Я огорчился, но ненадолго. Приехав домой, я увидел коробку с камерой, которой запасся, когда хотел выведать код от сейфа. Елена была не права, мой первоначальный замысел оказался не так уж и плох. Я установил камеру напротив сейфа и уже на следующий день знал код, который жена от меня, впрочем, и не особенно скрывала – я просто никогда об этом не спрашивал. Перед отъездом, когда Надежда уехала в ресторан, чтобы заказать еду, я открыл дверцу и вытащил сокровище, искренне надеясь, что сегодня жене не придет в голову сюда заглядывать. Удача была на моей стороне: супруга не открыла сейф. Когда мы сели в машину, диадема мирно покоилась в моей сумке.
Глава 43
Огромный особняк сиял огнями. Богатые экипажи подвозили гостей к парадному входу, и лакеи помогали женщинам снять накидки. Оркестр, состоявший из лучших музыкантов города, старался изо всех сил, наполняя помещение приятной музыкой. Расфуфыренные женщины, разодетые в пух и прах, шествовали со своими мужьями по мраморной лестнице, покрытой ковром.
Василий, войдя под руку с Марией в зал, с неудовольствием заметил своего родственника, бывшего любовника жены, Павла Голенищева-Кутузова, стоявшего возле тяжелой синей бархатной портьеры и потягивавшего шампанское.
«И этот здесь!» – подумал он и огляделся в поисках Боржевского.
Нынешний воздыхатель уже несся к ним на всех парусах. Он припал к руке Марии, вызывая шепот неодобрения.
– Пойдем. – Василий взял ее за локоть, но она кокетливо выдернула его.
– Куда? Мне хорошо и здесь. Стефан, как вы находите наших красавиц? По-моему, их наряды гораздо менее пышные по сравнению с прошлым годом.
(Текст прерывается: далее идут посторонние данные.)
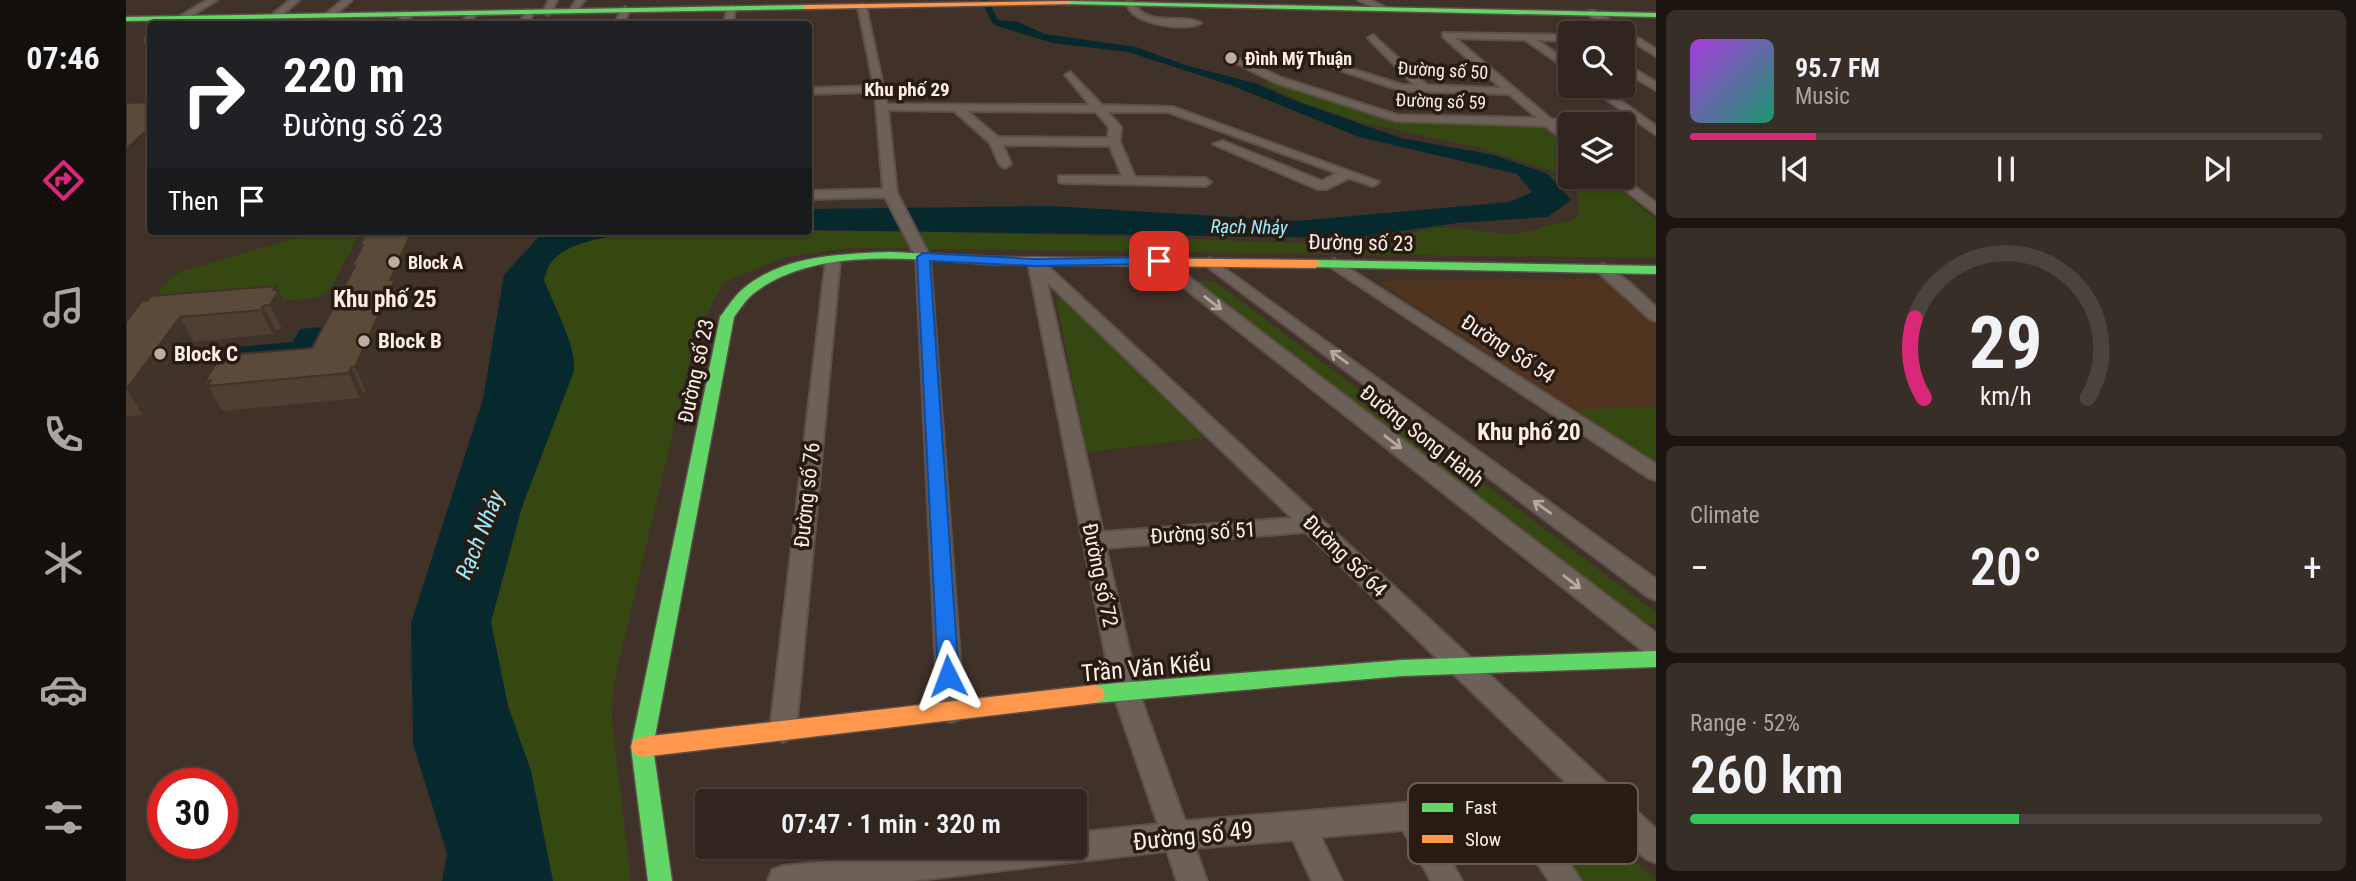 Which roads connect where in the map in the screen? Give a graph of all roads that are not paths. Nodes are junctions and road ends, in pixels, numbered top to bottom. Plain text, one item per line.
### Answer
1 (195, 0) edge
2 (214, 0) edge
3 (295, 0) edge
4 (348, 0) edge
5 (1362, 0) edge
6 (1087, 1) edge
7 (1230, 3) edge
8 (829, 4) edge
9 (1130, 4) junction
10 (550, 6) edge
11 (576, 6) edge
12 (862, 7) junction
13 (1383, 8) junction
14 (523, 12) edge
15 (1592, 13) junction
16 (330, 15) junction
17 (1656, 15) edge
18 (276, 16) junction
19 (622, 17) edge
20 (729, 17) edge
21 (126, 19) edge
22 (404, 19) edge
23 (469, 19) edge
24 (177, 21) edge
25 (1603, 21) edge
26 (1196, 23) dead end
27 (1527, 37) junction
28 (1373, 38) dead end
29 (1558, 38) edge
30 (1635, 43) edge
31 (1656, 53) edge
32 (1558, 59) edge
33 (1237, 61) dead end
34 (1336, 67) dead end
35 (1635, 73) edge
36 (1070, 75) dead end
37 (1656, 87) edge
38 (880, 89) junction
39 (1424, 89) junction
40 (812, 91) edge
41 (1509, 91) junction
42 (1611, 98) edge
43 (882, 107) junction
44 (958, 109) junction
45 (1101, 110) junction
46 (1020, 117) junction
47 (1545, 122) junction
48 (1558, 122) edge
49 (1635, 126) edge
50 (1653, 127) edge
51 (1558, 132) edge
52 (995, 141) junction
53 (1049, 141) junction
54 (1114, 142) junction
55 (1219, 144) dead end
56 (1005, 164) dead end
57 (1348, 173) junction
58 (1064, 179) dead end
59 (1130, 179) junction
60 (1205, 182) dead end
61 (1373, 182) dead end
62 (1630, 189) edge
63 (812, 195) edge
64 (891, 196) junction
65 (1656, 210) edge
66 (923, 257) junction
67 (833, 260) junction
68 (1159, 261) junction
69 (1035, 262) junction
70 (1210, 262) junction
71 (1334, 263) junction
72 (1603, 269) junction
73 (1656, 270) edge
74 (1656, 316) edge
75 (1656, 473) edge
76 (1312, 524) junction
77 (1093, 541) junction
78 (1656, 591) edge
79 (1656, 647) edge
80 (1656, 659) edge
81 (1457, 663) junction
82 (1126, 693) junction
83 (951, 711) junction
84 (783, 730) junction
85 (642, 747) junction
86 (1586, 783) edge
87 (1408, 817) edge
88 (1301, 826) junction
89 (1638, 832) edge
90 (1176, 836) junction
91 (1656, 849) edge
92 (1437, 864) edge
93 (1555, 864) edge
94 (660, 881) edge
95 (783, 881) edge
96 (1192, 881) edge
97 (1326, 881) edge
98 (1447, 881) edge
99 (1566, 881) edge

1 - 2 street
2 - 24 street
3 - 18 street
4 - 16 street
5 - 13 street
6 - 9 main road
6 - 12 main road
7 - 9 main road
7 - 13 main road
8 - 12 main road
8 - 20 main road
9 - 26 street
10 - 11 main road
10 - 14 main road
11 - 19 main road
12 - 38 street
13 - 15 main road
14 - 23 main road
15 - 17 main road
15 - 25 street
16 - 18 main road
16 - 22 main road
18 - 24 main road
19 - 20 main road
21 - 24 main road
22 - 23 main road
27 - 29 street
27 - 32 street
27 - 41 street
28 - 39 street
30 - 31 street
33 - 47 street, Đường số 59
34 - 39 street, Đường số 50
35 - 37 street
36 - 45 street
38 - 40 street
38 - 43 street
39 - 41 street, Đường số 50
41 - 47 street
42 - 50 street
43 - 44 street
43 - 64 street
44 - 46 street
44 - 52 street
45 - 46 street
45 - 54 street
45 - 57 street
46 - 53 street
47 - 48 street, Đường số 59
47 - 51 street
49 - 50 street
52 - 53 street
52 - 56 street
53 - 54 street
54 - 59 street
55 - 57 street
57 - 61 street
58 - 59 street
59 - 60 street
62 - 65 street
63 - 64 street
64 - 66 street
66 - 67 main road, Đường số 23
66 - 69 main road, Đường số 23
66 - 83 street
67 - 84 street, Đường số 76
67 - 85 main road, Đường số 23
68 - 69 main road, Đường số 23
68 - 70 main road, Đường số 23
68 -> 79 street, Đường Song Hành
69 - 76 street, Đường Số 64
69 - 77 street, Đường số 72
70 - 71 main road, Đường số 23
78 -> 70 street, Đường Song Hành
71 - 72 main road, Đường số 23
71 - 75 street, Đường Số 54
72 - 73 main road, Đường số 23
72 - 74 street
76 - 77 street, Đường số 51
76 - 81 street, Đường Số 64
77 - 82 street, Đường số 72
80 - 81 main road, Trần Văn Kiểu
81 - 82 main road, Trần Văn Kiểu
81 - 86 street, Đường Số 64
82 - 83 main road, Trần Văn Kiểu
82 - 90 street, Đường số 72
83 - 84 main road, Trần Văn Kiểu
84 - 85 main road, Trần Văn Kiểu
85 - 94 main road, Đường số 23
87 - 88 street, Đường số 49
88 - 90 street, Đường số 49
88 - 97 street
89 - 91 street, Đường Số 64
90 - 95 street, Đường số 49
90 - 96 street, Đường số 72
92 - 98 street
93 - 99 street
Боржевский что-то учтиво отвечал, но Василий его не слышал. Он молил Бога, чтобы дал ему силы выдержать эту пытку до конца.
Тарновский видел, как молодые дочери князя, которых таскали по балам в надежде на выгодную партию, отошли к стене и стали показывать на него пальцем. Княгиня-мать, стоявшая рядом в пышном черном платье, шикнула на них, но девушки продолжали глазеть на странную, по их мнению, семейную пару.
Когда к ним подошел Павел Голенищев-Кутузов, Василий почувствовал, как закололо сердце.
– Приветствую тебя, Василий. – Он галантно поклонился, и Тарновский с ненавистью уставился на его белый пробор в черных волосах. – Приветствую и вас, прелестная Мария. Скажите, вас уже пригласили на мазурку?
– Я давно сделал это. – Стефан выдвинулся вперед и выпятил грудь, как голубь, ворковавший возле голубки.
Голенищев-Кутузов прищурился:
– Не имею чести вас знать.
– Это мой очень-очень хороший друг Стефан Боржевский, – отрекомендовала его Мария, кокетливо улыбаясь и обмахиваясь белым веером. Супруга покоробило от слова «очень», на которое она с умыслом сделала ударение. – Павел, как вы находите мое новое платье? Не правда ли, оно прелестно?
Граф зарделся:
– Оно так же прелестно, как и вы, Мария. Поверьте, вы украсите любое платье.
– Вы всегда были галантным кавалером. – Тарновская прижалась к нему бедром, и Василий похолодел. – Пожалуй, я станцую с вами.
Это было сказано громко, вызывающе громко, и князь Василевский, слывший большим бабником, тотчас поспешил к ним. Он смотрел на Марию с восторгом, и Василий подумал, что распущенность жены делала ее еще привлекательнее в глазах мужчин. Сейчас они слетятся к ним, как мухи на сахар.
– Скажите, дорогая Мария, у вас все танцы расписаны? – поинтересовался князь, буравя ее своими масляными глазками.
Она пожала плечами и томно, многообещающе улыбнулась:
– Здесь нет нашего хорошего друга Протасова. Ему я всегда оставляю кадриль.
Князь наклонился к ее маленькому уху и принялся что-то говорить, касаясь губами рыжих завитков. Мария громко смеялась.
Мужчины оттеснили несчастного супруга к окну, окружили жену, наперебой приглашая ее танцевать и говоря комплименты. Он чувствовал злобу, горечь, но ничего не мог поделать. В зале находились особы, приближенные к императорской семье, и ему бы не хотелось, чтобы о его жене узнали в самых верхах.
Василий принялся теребить пуговицу на фраке, оторвал ее и с негодованием бросил на паркетный пол. Мария не обращала на него никакого внимания, ей давно не было дела до его чувств и его репутации.
Когда раздались звуки вальса, обольстительница почти не смотрела на пару, открывшую бал, – красивую графиню с блестящим гвардейским офицером. Она была занята своими мужчинами.